To combat these changes, the nonprofit applied and received COVID-19 relief funds, focused on more online donation drives and created an emergency shopping list of food and cleaning supplies that people can purchase and drop off at their thrift store.

Learning lessons in a fluid situation

The first batch of hand sanitizer by 3 Daughters filled 450 4-ounce bottles. Then the brewery started receiving requests from local hospitals, first responders and nursing homes.

With material and financial help from partners such as Chemical Systems, the Milky Family Foundation and Jabil, along with investing more than $85,000 of their own, 3 Daughters ramped up production, eventually producing 3,000 gallons of hand sanitizer.

At the same time, they continued brewing. With bars closed, people bought beer off the shelves at greater rates.

Beer and hand sanitizer may seem starkly different, but Chubb discovered similarities producing both.

Chubb working in the lab

Then intern Desiree Chubb worked in a brewing lab to test batched of beer at 3 Daughters Brewing. Photo credit: Oracle Photo/Christopher Collier

“The foundation is the same. You are putting together a recipe, doing production and testing it throughout the process. The only difference is I am providing it to a different population of people for a different reason,” she said.

Even months after transitioning, 3 Daughters is still producing hand sanitizer and plans to keep doing so as long as the requests keep coming in from the public.

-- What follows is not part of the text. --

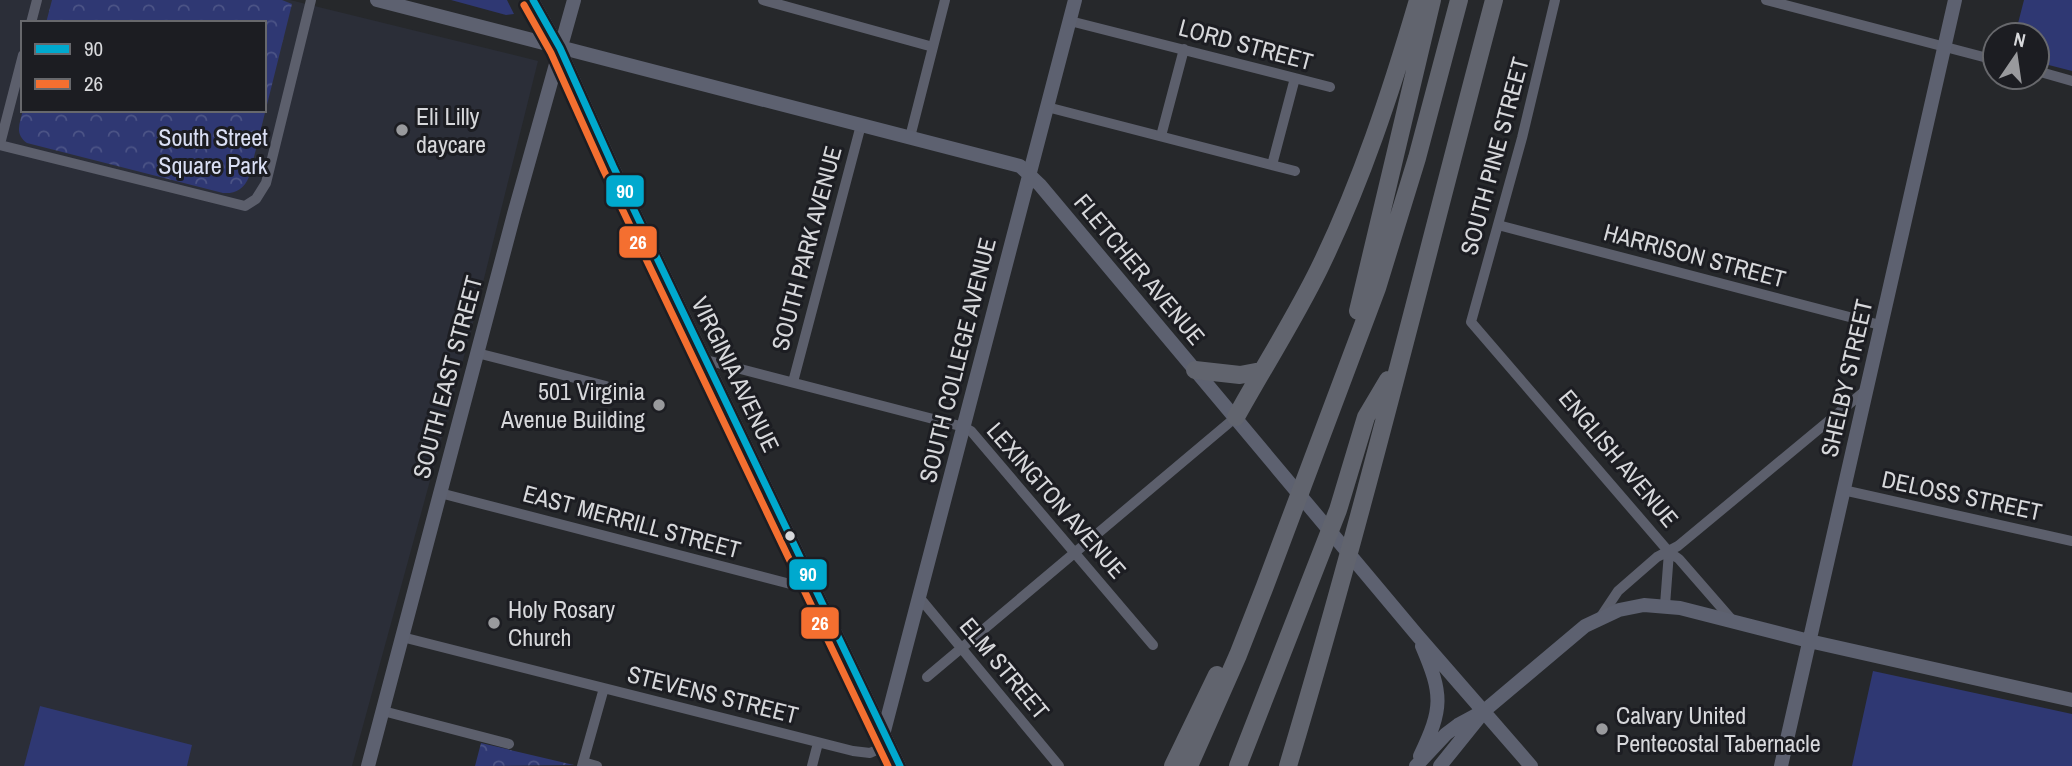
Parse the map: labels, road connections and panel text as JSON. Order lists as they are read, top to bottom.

As the effects from the pandemic stretched into the summer and likely will continue into the fall, Lowery plans to keep the big picture and the mission of her organization at top of mind as she navigates the fluid situation.

“Our primary goal is to continue to provide the vital services that individuals and families need who rely on the Homeless Empowerment Program,” she said. “We are fortunate that we have dedicated staff and a large network of donors and businesses who continue to support us and keep us afloat.”

She added that even with the challenges, there are always silver linings.

“The pandemic has shown that our employees can still work effectively from home and even with the remote nature at times of running this organization, we strengthened our teamwork.”

Chubb shared a similar sentiment about teamwork when reflecting back on the last couple of months.

“I want to give a special thanks to all the staff who pitched in on this effort. Without staff and volunteers to come in and wear masks and sit in a sterile environment and work with flammable chemicals, we wouldn’t have produced much of anything,” she said. “They came in and volunteered their time and we are grateful for that.”